--- Exercise materials ---

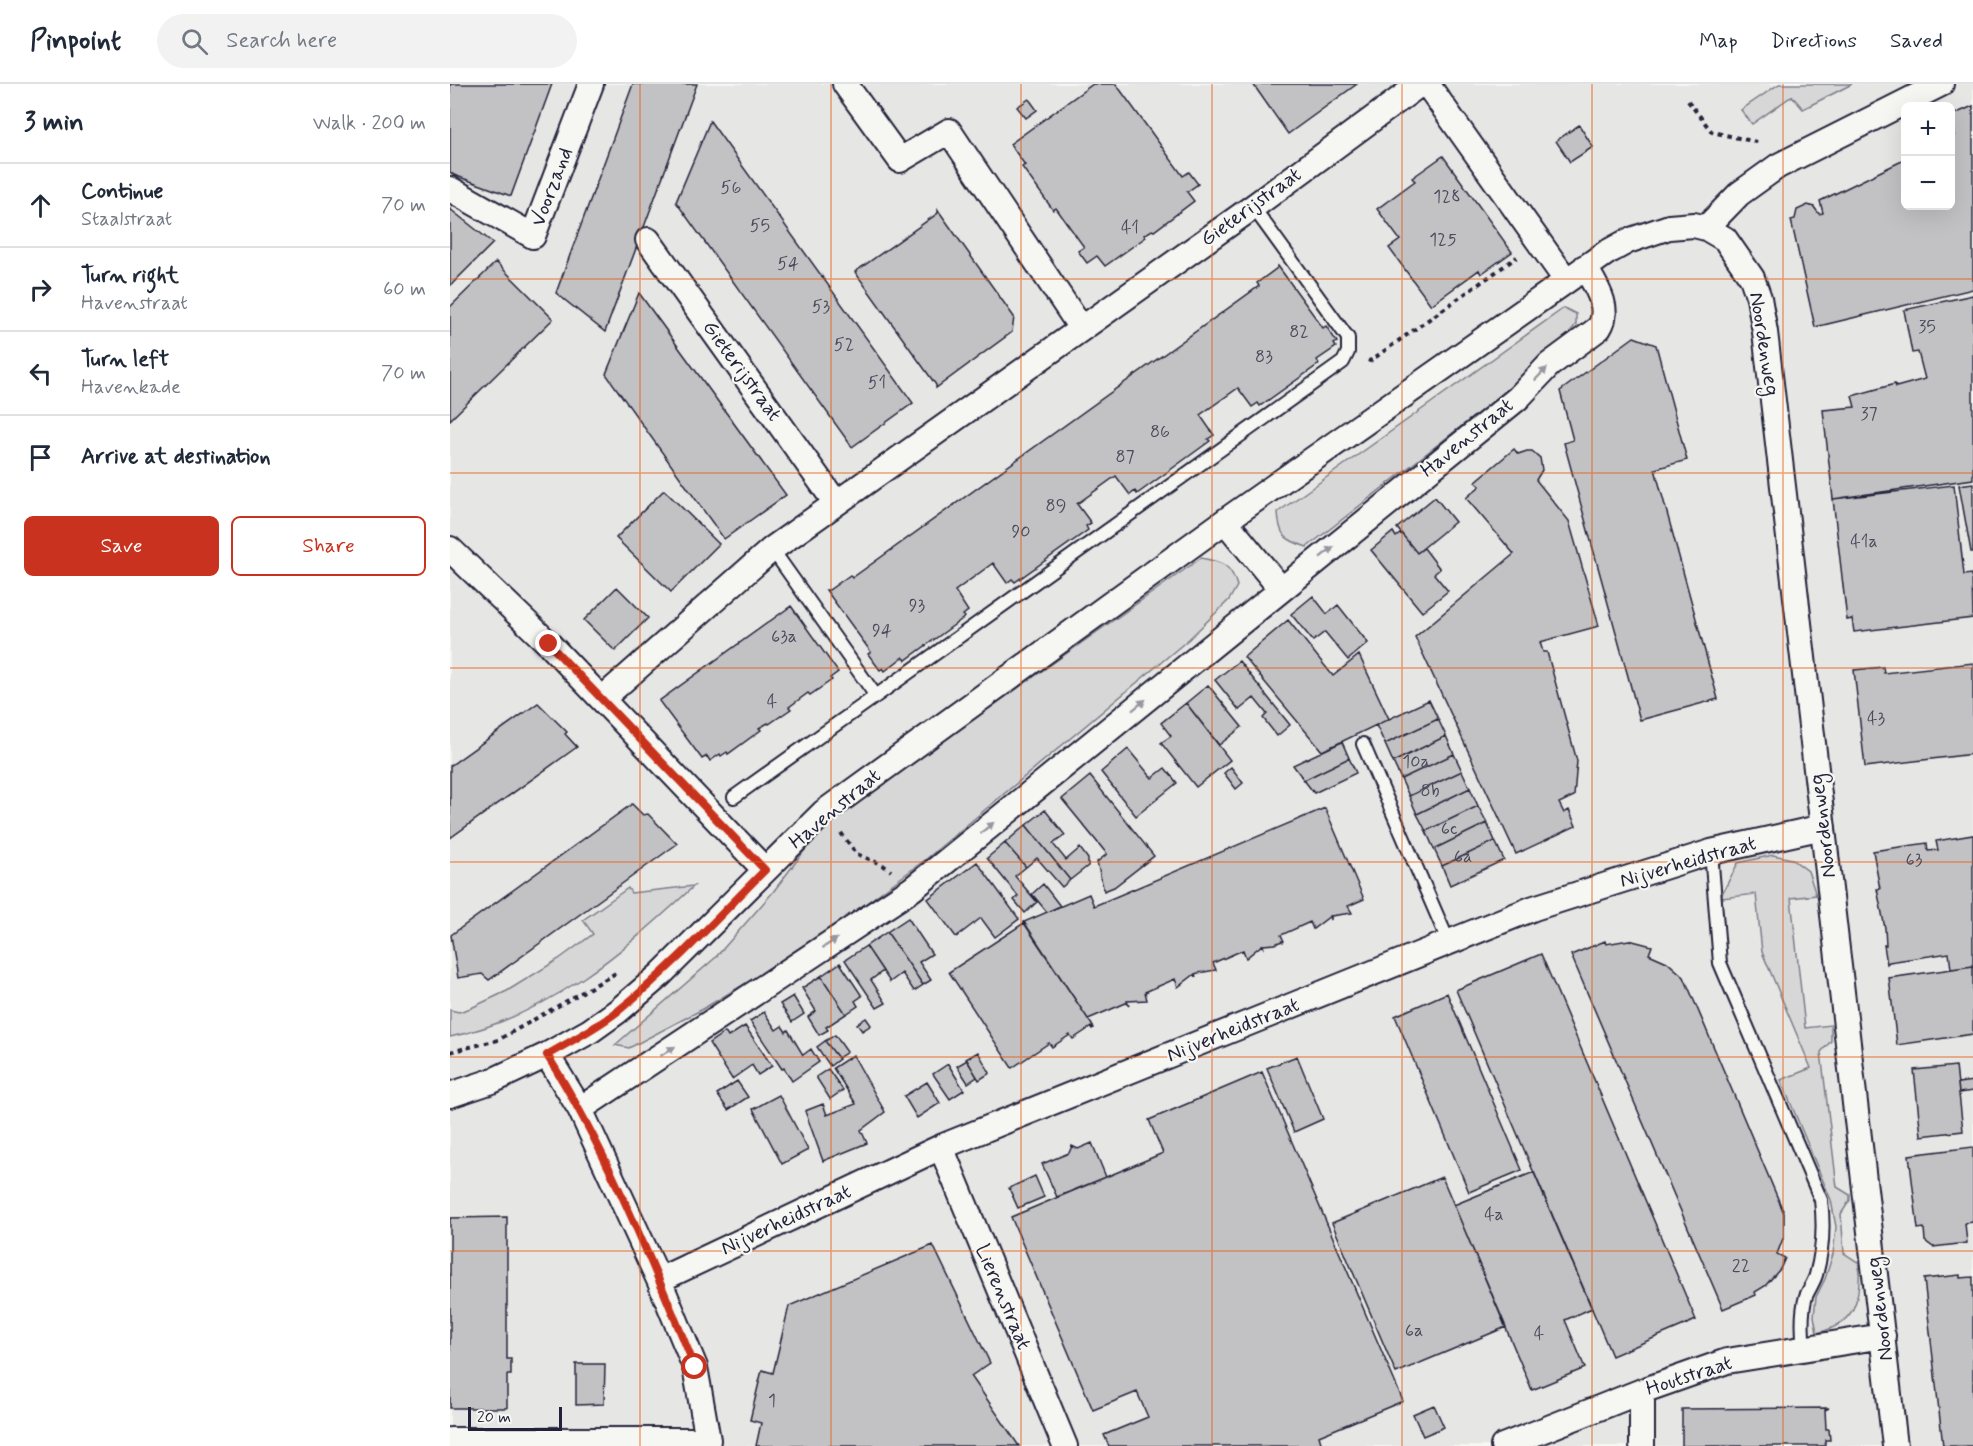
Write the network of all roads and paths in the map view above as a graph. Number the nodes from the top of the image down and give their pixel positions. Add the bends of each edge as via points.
1 (591, 84) edge
2 (845, 84) edge
3 (1420, 84) edge
4 (1427, 84) edge
5 (1941, 84) edge
6 (1688, 101) dead end
7 (1778, 166) junction
8 (450, 189) edge
9 (1253, 207) junction
10 (1706, 228) junction
11 (648, 240) dead end
12 (1538, 241) junction
13 (1575, 273) junction
14 (1081, 328) junction
15 (1348, 352) junction
16 (837, 502) junction
17 (1225, 522) junction
18 (450, 549) edge
19 (772, 549) junction
20 (1281, 589) junction
21 (876, 696) junction
22 (602, 699) junction
23 (1363, 744) dead end
24 (734, 797) dead end
25 (1823, 827) junction
26 (1711, 852) junction
27 (765, 870) junction
28 (1449, 943) junction
29 (567, 1002) dead end
30 (450, 1052) edge
31 (547, 1055) junction
32 (450, 1095) edge
33 (580, 1109) junction
34 (941, 1147) junction
35 (659, 1280) junction
36 (1883, 1336) junction
37 (1804, 1348) junction
38 (1642, 1391) junction
39 (450, 1440) edge
40 (707, 1443) edge
41 (1065, 1446) edge
42 (1503, 1446) edge
43 (1642, 1446) edge
44 (1895, 1446) edge

1 - 8 street, Voorzand via 533,236
2 - 14 street via 900,160 949,131
3 - 9 street, Gieterijstraat
4 - 12 street
5 - 7 street
6 - 7 path via 1712,132 1767,144
7 - 10 street via 1738,194
9 - 14 street, Gieterijstraat
9 - 15 lane via 1348,338
10 - 13 street, Havenstraat via 1681,225 1653,231 1628,241
10 - 25 street, Noordenweg via 1725,239 1738,255 1759,298
11 - 16 street, Gieterijstraat
12 - 13 street
12 - 15 path via 1370,361
13 - 17 street, Havenstraat
20 -> 13 street, Havenstraat via 1599,328 1604,310 1598,289
14 - 16 street, Gieterijstraat
15 - 21 lane via 1342,362
16 - 19 street, Gieterijstraat
17 - 20 street
17 - 27 street, Havenstraat via 824,812
18 - 22 street
19 - 21 lane
19 - 22 street, Gieterijstraat
33 -> 20 street, Havenstraat via 912,889
21 - 24 lane
22 - 27 street
23 - 28 lane
25 - 26 street, Nijverheidstraat
25 - 36 street, Noordenweg
26 - 28 street, Nijverheidstraat via 1534,908
26 - 37 lane via 1720,963 1821,1200 1822,1245 1816,1276 1806,1297
27 - 31 street, Havenstraat via 626,1004 590,1031
28 - 34 street, Nijverheidstraat
29 - 30 path via 498,1040
31 - 32 street, Havenstraat via 492,1081
31 - 33 street
33 - 35 street
34 - 35 street, Nijverheidstraat
34 - 41 street, Lierenstraat
35 - 40 street via 695,1367
36 - 37 street, Houtstraat
36 - 44 street, Noordenweg
37 - 38 street, Houtstraat via 1727,1361
38 - 42 street, Houtstraat
38 - 43 street
39 - 40 street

---

**Work order:**
Your answer should be an exact copy of the records above, with no pictures in it.

**Output of the exercise:**
Write the network of all roads and paths in the map view above as a graph. Number the nodes from the top of the image down and give their pixel positions. Add the bends of each edge as via points.
1 (591, 84) edge
2 (845, 84) edge
3 (1420, 84) edge
4 (1427, 84) edge
5 (1941, 84) edge
6 (1688, 101) dead end
7 (1778, 166) junction
8 (450, 189) edge
9 (1253, 207) junction
10 (1706, 228) junction
11 (648, 240) dead end
12 (1538, 241) junction
13 (1575, 273) junction
14 (1081, 328) junction
15 (1348, 352) junction
16 (837, 502) junction
17 (1225, 522) junction
18 (450, 549) edge
19 (772, 549) junction
20 (1281, 589) junction
21 (876, 696) junction
22 (602, 699) junction
23 (1363, 744) dead end
24 (734, 797) dead end
25 (1823, 827) junction
26 (1711, 852) junction
27 (765, 870) junction
28 (1449, 943) junction
29 (567, 1002) dead end
30 (450, 1052) edge
31 (547, 1055) junction
32 (450, 1095) edge
33 (580, 1109) junction
34 (941, 1147) junction
35 (659, 1280) junction
36 (1883, 1336) junction
37 (1804, 1348) junction
38 (1642, 1391) junction
39 (450, 1440) edge
40 (707, 1443) edge
41 (1065, 1446) edge
42 (1503, 1446) edge
43 (1642, 1446) edge
44 (1895, 1446) edge

1 - 8 street, Voorzand via 533,236
2 - 14 street via 900,160 949,131
3 - 9 street, Gieterijstraat
4 - 12 street
5 - 7 street
6 - 7 path via 1712,132 1767,144
7 - 10 street via 1738,194
9 - 14 street, Gieterijstraat
9 - 15 lane via 1348,338
10 - 13 street, Havenstraat via 1681,225 1653,231 1628,241
10 - 25 street, Noordenweg via 1725,239 1738,255 1759,298
11 - 16 street, Gieterijstraat
12 - 13 street
12 - 15 path via 1370,361
13 - 17 street, Havenstraat
20 -> 13 street, Havenstraat via 1599,328 1604,310 1598,289
14 - 16 street, Gieterijstraat
15 - 21 lane via 1342,362
16 - 19 street, Gieterijstraat
17 - 20 street
17 - 27 street, Havenstraat via 824,812
18 - 22 street
19 - 21 lane
19 - 22 street, Gieterijstraat
33 -> 20 street, Havenstraat via 912,889
21 - 24 lane
22 - 27 street
23 - 28 lane
25 - 26 street, Nijverheidstraat
25 - 36 street, Noordenweg
26 - 28 street, Nijverheidstraat via 1534,908
26 - 37 lane via 1720,963 1821,1200 1822,1245 1816,1276 1806,1297
27 - 31 street, Havenstraat via 626,1004 590,1031
28 - 34 street, Nijverheidstraat
29 - 30 path via 498,1040
31 - 32 street, Havenstraat via 492,1081
31 - 33 street
33 - 35 street
34 - 35 street, Nijverheidstraat
34 - 41 street, Lierenstraat
35 - 40 street via 695,1367
36 - 37 street, Houtstraat
36 - 44 street, Noordenweg
37 - 38 street, Houtstraat via 1727,1361
38 - 42 street, Houtstraat
38 - 43 street
39 - 40 street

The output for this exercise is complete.